Son petit corps frêle contre le mien me réchauffe. C'est ce que je préfère dans le fait de regarder un film avec elle, c'est qu'elle est blottie dans mes bras. On a à peine dormi, on a passé la nuit à regarder des films, on a passé la nuit à s'embrasser. Rien de bien méchant. Je me suis arrêté juste au creux de ses seins, j'ai pas voulu aller plus loin. J'en avais pas besoin. J'avais juste envie d'elle, près de moi.

Sa respiration est devenue régulière, elle s'endort. C'est ironique qu'elle vienne chez moi pour chercher du réconfort quand on sait que j'lui ai causé pas mal de torts.

Moi aussi, mes yeux sont mi-clos, j'éteins l'ordinateur et le pose comme je peux sur le sol. Suga s'est collée un peu plus à moi, je pose mon menton sur le haut de son crâne avant de fermer les yeux entièrement.

26 février 2016, 20:00, Paris, Ken.

J'ouvre enfin les yeux, je cligne plusieurs fois pour m'adapter à la lumière de la pièce que je viens d'allumer. L'horloge indique vingt heures, Suga n'est plus à côté de moi, elle a sûrement dû rentrer.

Je me lève et marche jusqu'à la cuisine.

-J'pensais que tu te réveillerais jamais, elle me dit.
-J'pensais que tu serais partie.
-J'ai plus envie de partir, j'suis bien là, avec toi.
-C'est pas bien, tu le sais.
-Comme si tu t'en souciais.
-Non, mais j'me soucie de toi, tu va regretter quand tu vas rentrer et que tu verras...
-Ta gueule. Là j'suis avec toi, on oublie tout le reste, on s'en branle.
-Susu..
-Nek.
-Tu me tortures.
-T'as raison. Excuse moi, j'devrais pas t'aimer.
-Ah parce que tu m'aimes ?
-Depuis le temps.
-Je pensais que t'avais arrêté.

Elle ne dit rien, elle pince juste ses lèvres. J'appuie sur le bouton de la machine à café, toujours en silence qu'elle finit par briser.

-T'as arrêté toi ?
-J'aurais dû.
-Pourquoi tu l'as pas fait ?
-J'sais pas.

Je récupère ma tasse remplie et prend une gorgée du breuvage amer. La nuit commence à tomber, Suga a décidé de rester encore cette nuit.
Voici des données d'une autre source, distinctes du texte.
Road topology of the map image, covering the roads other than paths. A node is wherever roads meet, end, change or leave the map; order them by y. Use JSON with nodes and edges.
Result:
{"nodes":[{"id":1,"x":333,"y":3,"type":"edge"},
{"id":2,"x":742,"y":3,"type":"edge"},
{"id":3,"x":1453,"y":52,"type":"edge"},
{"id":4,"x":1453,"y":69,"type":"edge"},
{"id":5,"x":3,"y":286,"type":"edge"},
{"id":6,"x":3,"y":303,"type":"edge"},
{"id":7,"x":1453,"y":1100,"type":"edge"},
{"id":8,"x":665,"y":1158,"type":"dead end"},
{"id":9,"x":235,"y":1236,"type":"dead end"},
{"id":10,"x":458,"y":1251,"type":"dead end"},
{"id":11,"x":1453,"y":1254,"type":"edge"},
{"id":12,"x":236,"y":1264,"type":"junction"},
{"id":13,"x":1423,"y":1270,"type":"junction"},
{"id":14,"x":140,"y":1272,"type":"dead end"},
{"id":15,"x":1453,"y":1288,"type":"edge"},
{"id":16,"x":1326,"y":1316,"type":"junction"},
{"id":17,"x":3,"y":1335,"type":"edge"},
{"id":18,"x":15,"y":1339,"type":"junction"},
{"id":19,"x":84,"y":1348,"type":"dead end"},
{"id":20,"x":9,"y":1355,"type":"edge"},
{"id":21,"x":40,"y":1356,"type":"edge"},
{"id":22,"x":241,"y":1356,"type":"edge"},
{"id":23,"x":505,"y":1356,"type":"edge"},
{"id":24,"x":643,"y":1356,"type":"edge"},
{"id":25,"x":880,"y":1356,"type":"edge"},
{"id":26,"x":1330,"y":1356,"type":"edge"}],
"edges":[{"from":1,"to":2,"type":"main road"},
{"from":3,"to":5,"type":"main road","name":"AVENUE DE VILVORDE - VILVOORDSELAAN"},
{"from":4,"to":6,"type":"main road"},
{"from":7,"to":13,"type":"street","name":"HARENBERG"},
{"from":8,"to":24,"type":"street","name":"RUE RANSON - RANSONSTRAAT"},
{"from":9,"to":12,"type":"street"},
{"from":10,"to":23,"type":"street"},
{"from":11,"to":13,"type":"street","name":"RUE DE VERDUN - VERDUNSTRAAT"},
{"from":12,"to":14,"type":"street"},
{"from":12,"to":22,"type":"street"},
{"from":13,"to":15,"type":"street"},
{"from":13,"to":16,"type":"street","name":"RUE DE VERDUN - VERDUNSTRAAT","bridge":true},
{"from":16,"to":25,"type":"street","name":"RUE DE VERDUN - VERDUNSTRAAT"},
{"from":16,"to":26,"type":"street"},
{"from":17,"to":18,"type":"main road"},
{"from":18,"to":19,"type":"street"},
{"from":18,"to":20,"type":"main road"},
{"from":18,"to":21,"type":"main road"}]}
J'ai peur de déraper. Oh, et puis tant pis, si ça dérape, elle l'aura voulu, elle aussi.

27 février 2016, 17:00, Paris, Suga.

Je termine de prendre ma douche qui a été plus longue que prévue à cause de Ken.

J'enfile mes vêtements, quant à mon hygiène, je fais le nécessaire en ajoutant du rouge à lèvres.

Benji a insisté pour que je participe au shooting de ce soir, j'ai accepté, ça fait un moment que j'vais plus bosser.

-J'vais y aller, je souffle.
-J'te ramène ?
-Ça ira, c'est pas une bonne idée.

Ken s'approche de moi, il m'embrasse rapidement, j'ai absolument pas envie de partir et de le laisser derrière moi, mais je ne veux pas non plus rester avec lui.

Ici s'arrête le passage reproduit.